Co-Authored by Gary Brown, Senior Software Engineer at Red Hat 


Accuracy - “But does it do what I want” said the customer to the sales clerk.

Accuracy is all about making sure software systems do what users and organisations need them to do. The trick is how can we measure accuracy at different stages in the development of a solution rather than wait until it is delivered. We are used to applying manual governance in which people make judgements as to the accuracy of intermediate artefacts along the way.

In an industry that prides itself on automation, we are lacking in the utilisation of the same ethos of computable automation in how we govern and measure accuracy of such intermediate artefacts. This is the ethos behind SAVARA, where each stage of the Software Development Lifecycle (SDLC) is validated to ensure it conforms to artefacts in preceding stages, to check that each stage accurately reflects the original business requirements. This ensures misalignment to the business requirements is detected at the earliest possible stage as opposed to detecting problems during unit and system testing.

The computable checking that is necessary to verify that artefacts are aligned is what we mean by the term Testable Architecture. Thus Testable Architecture augments the testing of code by promoting testing to the requirements gathering and design stages of the SDLC, between requirement and model artefacts which collectively may be considered as the architecture description.

It is perhaps salient to reflect on what we would have to do manually to ensure that code is aligned.
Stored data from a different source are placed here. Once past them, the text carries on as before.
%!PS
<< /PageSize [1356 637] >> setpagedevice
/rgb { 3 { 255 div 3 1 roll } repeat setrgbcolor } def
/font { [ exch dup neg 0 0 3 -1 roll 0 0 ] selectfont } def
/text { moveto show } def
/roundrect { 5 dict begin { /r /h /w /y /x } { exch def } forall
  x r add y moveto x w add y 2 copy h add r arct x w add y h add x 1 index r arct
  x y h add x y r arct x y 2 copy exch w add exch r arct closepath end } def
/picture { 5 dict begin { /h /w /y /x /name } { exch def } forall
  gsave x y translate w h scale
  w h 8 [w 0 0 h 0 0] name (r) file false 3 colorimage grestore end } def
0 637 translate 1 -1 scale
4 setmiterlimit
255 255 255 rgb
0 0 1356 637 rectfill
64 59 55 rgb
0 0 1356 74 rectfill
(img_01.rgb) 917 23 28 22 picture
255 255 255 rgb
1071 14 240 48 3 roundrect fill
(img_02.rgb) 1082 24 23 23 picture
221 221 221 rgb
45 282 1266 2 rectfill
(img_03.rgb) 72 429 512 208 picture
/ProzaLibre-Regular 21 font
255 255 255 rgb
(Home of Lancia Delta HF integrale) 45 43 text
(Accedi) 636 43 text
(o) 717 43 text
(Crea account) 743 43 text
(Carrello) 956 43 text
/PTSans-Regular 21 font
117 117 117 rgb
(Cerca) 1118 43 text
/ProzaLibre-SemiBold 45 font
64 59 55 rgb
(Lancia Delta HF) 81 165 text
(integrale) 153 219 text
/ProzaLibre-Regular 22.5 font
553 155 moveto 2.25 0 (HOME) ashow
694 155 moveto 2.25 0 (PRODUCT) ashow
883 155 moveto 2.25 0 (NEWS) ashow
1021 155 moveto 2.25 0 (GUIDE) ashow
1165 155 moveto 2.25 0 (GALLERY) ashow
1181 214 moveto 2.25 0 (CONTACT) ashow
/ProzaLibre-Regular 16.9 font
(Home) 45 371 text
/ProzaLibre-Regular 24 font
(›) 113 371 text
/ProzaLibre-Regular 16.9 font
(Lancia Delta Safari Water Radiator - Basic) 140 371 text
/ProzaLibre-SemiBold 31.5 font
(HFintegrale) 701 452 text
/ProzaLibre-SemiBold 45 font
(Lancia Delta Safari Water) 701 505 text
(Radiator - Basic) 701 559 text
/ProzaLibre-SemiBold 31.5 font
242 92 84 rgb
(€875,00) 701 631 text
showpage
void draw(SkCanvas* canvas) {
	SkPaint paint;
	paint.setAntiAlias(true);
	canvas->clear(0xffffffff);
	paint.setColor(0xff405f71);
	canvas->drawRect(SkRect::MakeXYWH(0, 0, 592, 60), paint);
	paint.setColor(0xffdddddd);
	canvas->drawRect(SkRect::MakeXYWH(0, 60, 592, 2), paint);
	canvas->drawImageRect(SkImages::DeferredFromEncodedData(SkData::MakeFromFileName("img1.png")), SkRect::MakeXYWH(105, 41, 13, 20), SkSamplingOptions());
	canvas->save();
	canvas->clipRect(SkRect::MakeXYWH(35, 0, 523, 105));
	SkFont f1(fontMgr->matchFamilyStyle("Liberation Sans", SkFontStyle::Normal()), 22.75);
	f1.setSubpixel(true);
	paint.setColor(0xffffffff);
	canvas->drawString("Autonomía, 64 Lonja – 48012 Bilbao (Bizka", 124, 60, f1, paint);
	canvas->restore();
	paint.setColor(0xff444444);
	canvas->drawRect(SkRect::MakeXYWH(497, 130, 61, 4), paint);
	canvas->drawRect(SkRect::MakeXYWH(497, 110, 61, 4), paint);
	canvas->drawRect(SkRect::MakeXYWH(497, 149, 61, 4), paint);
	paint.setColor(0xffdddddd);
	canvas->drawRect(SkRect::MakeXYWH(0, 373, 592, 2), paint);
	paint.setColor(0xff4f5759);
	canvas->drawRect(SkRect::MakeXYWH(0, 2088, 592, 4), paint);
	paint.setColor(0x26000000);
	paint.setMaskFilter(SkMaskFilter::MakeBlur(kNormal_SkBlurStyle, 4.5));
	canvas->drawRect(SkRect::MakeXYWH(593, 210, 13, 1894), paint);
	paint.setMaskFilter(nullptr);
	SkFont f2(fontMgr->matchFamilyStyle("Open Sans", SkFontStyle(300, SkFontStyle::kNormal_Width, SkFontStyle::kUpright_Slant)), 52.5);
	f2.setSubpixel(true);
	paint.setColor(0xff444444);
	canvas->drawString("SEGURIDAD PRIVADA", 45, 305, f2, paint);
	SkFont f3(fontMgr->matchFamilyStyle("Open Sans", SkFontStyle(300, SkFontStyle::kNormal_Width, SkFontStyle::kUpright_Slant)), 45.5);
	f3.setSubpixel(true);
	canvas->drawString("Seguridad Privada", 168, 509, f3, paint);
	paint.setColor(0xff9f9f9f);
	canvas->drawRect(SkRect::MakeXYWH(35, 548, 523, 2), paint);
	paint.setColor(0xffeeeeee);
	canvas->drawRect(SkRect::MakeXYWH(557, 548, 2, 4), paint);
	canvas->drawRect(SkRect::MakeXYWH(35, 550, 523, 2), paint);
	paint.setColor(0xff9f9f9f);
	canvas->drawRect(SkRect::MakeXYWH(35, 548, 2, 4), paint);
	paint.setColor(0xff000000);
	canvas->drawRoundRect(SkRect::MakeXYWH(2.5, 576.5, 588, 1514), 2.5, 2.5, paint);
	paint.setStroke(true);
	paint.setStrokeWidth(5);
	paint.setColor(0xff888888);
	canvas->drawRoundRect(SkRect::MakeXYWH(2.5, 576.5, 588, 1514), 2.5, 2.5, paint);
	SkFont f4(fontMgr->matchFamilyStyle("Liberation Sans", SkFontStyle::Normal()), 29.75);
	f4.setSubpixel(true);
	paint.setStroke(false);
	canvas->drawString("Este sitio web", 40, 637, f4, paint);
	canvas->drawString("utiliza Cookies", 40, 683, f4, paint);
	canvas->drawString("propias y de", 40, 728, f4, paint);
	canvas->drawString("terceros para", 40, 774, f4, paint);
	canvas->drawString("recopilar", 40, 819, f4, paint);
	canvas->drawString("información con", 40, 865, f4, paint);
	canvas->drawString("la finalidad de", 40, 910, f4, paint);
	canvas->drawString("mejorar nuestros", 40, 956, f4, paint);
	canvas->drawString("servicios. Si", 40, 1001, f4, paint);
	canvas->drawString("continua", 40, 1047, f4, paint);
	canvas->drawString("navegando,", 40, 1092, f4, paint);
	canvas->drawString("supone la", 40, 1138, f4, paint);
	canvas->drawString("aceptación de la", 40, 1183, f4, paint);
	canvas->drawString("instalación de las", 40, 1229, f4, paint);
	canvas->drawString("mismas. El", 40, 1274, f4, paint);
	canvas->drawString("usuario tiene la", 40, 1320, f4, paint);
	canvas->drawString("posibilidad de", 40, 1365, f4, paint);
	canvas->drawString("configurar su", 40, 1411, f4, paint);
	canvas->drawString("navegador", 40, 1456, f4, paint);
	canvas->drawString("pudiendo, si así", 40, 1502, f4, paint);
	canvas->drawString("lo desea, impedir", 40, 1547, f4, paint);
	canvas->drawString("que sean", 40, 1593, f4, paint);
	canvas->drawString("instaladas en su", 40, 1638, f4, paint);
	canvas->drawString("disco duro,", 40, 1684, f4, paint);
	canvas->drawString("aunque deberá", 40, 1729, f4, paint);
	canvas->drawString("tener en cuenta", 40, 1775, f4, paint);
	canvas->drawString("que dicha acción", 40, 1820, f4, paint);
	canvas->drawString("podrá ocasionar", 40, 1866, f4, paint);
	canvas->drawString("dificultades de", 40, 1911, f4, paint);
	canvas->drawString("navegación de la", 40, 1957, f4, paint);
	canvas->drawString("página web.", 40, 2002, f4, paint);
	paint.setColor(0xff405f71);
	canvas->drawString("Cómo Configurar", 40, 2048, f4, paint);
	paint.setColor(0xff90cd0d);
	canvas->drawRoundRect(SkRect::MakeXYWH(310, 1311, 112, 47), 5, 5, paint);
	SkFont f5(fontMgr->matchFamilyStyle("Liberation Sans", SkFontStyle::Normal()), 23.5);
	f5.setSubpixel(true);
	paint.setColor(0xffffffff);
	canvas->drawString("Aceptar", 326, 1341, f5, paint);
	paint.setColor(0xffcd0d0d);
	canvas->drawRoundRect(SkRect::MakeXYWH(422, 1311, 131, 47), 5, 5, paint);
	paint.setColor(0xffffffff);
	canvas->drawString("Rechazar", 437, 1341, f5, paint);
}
Imagine checking the code line by line with a large pad of paper trying to figure out and trace a specific test case that represents some business requirement. In the 1970's this is exactly what we did prior to compiling a single program from a set of punched cards or paper tape. We printed the code and did it line by line because the on-line testing was not something that we could do.

The advent of more powerful languages and compilers with type systems coupled with on-line editors and access to compute power changed this and led to more automated assistance. Testable Architecture takes this evolution to the next level of refinement and focusses on direct alignment between designs and requirements.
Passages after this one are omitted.